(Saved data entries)
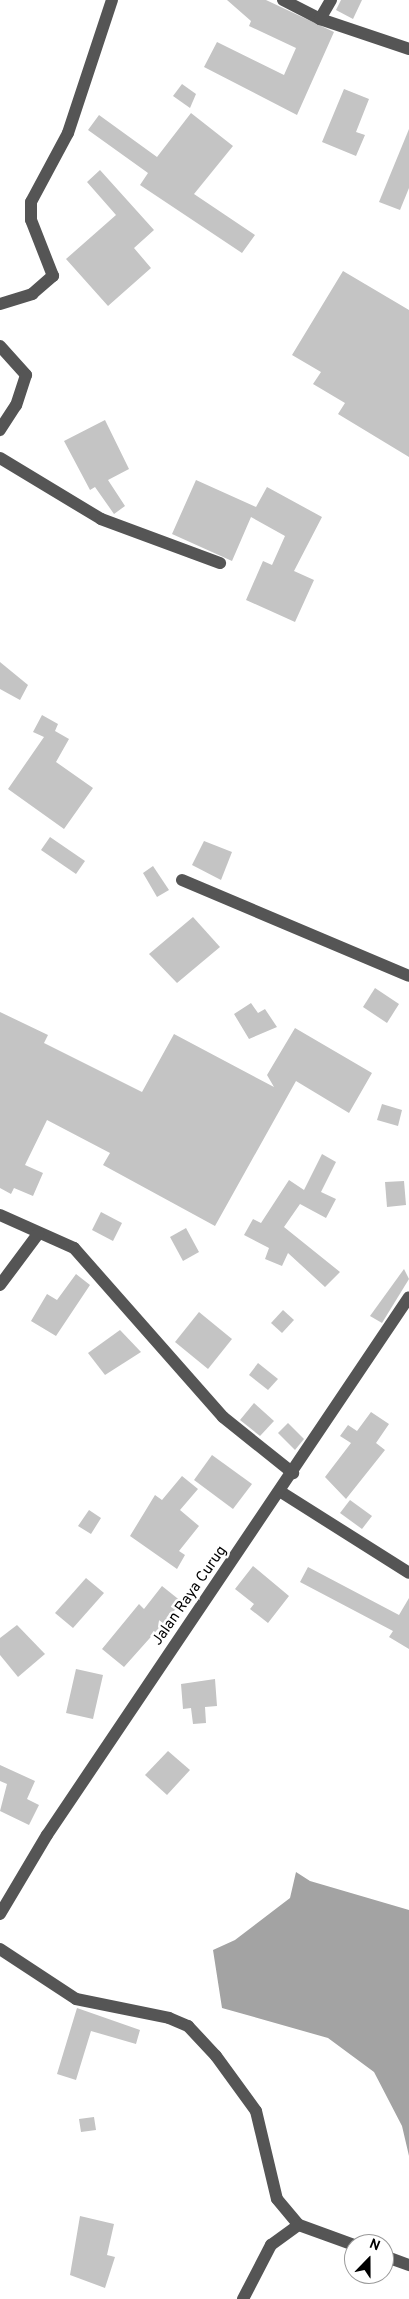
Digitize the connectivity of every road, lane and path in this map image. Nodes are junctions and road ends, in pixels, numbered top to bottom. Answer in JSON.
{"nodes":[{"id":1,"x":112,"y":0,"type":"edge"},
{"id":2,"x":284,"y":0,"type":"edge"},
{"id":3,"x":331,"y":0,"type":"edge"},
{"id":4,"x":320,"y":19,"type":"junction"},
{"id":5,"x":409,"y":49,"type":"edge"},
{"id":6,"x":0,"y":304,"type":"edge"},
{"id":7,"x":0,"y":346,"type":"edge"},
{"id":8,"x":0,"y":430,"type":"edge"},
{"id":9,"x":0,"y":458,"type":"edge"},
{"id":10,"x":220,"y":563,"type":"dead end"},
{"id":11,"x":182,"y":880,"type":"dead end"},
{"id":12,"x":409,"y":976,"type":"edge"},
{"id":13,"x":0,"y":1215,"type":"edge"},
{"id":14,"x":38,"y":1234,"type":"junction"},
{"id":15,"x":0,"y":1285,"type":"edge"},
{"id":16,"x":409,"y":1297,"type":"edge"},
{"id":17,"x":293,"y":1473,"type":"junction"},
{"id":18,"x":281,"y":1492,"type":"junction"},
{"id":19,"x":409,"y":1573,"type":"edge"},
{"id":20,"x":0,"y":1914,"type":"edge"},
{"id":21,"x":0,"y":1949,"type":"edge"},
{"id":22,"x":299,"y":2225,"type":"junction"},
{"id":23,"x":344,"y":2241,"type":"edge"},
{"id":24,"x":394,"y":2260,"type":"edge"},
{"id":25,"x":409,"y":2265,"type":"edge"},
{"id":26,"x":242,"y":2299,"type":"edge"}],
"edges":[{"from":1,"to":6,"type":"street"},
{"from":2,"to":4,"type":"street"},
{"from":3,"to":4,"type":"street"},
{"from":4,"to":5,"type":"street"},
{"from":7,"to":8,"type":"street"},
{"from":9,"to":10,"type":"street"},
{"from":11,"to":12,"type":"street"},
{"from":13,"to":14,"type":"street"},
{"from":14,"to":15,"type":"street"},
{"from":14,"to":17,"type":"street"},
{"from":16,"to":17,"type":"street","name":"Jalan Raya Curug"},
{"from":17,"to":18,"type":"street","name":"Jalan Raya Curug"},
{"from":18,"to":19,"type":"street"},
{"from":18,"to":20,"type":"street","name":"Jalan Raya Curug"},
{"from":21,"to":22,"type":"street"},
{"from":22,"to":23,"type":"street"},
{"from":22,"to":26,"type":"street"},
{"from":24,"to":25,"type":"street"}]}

| ACTIVITY |
What is needed is each line of the entries that contains the word "name".

| RESPONSE TO THE EXERCISE |
{"from":16,"to":17,"type":"street","name":"Jalan Raya Curug"},
{"from":17,"to":18,"type":"street","name":"Jalan Raya Curug"},
{"from":18,"to":20,"type":"street","name":"Jalan Raya Curug"},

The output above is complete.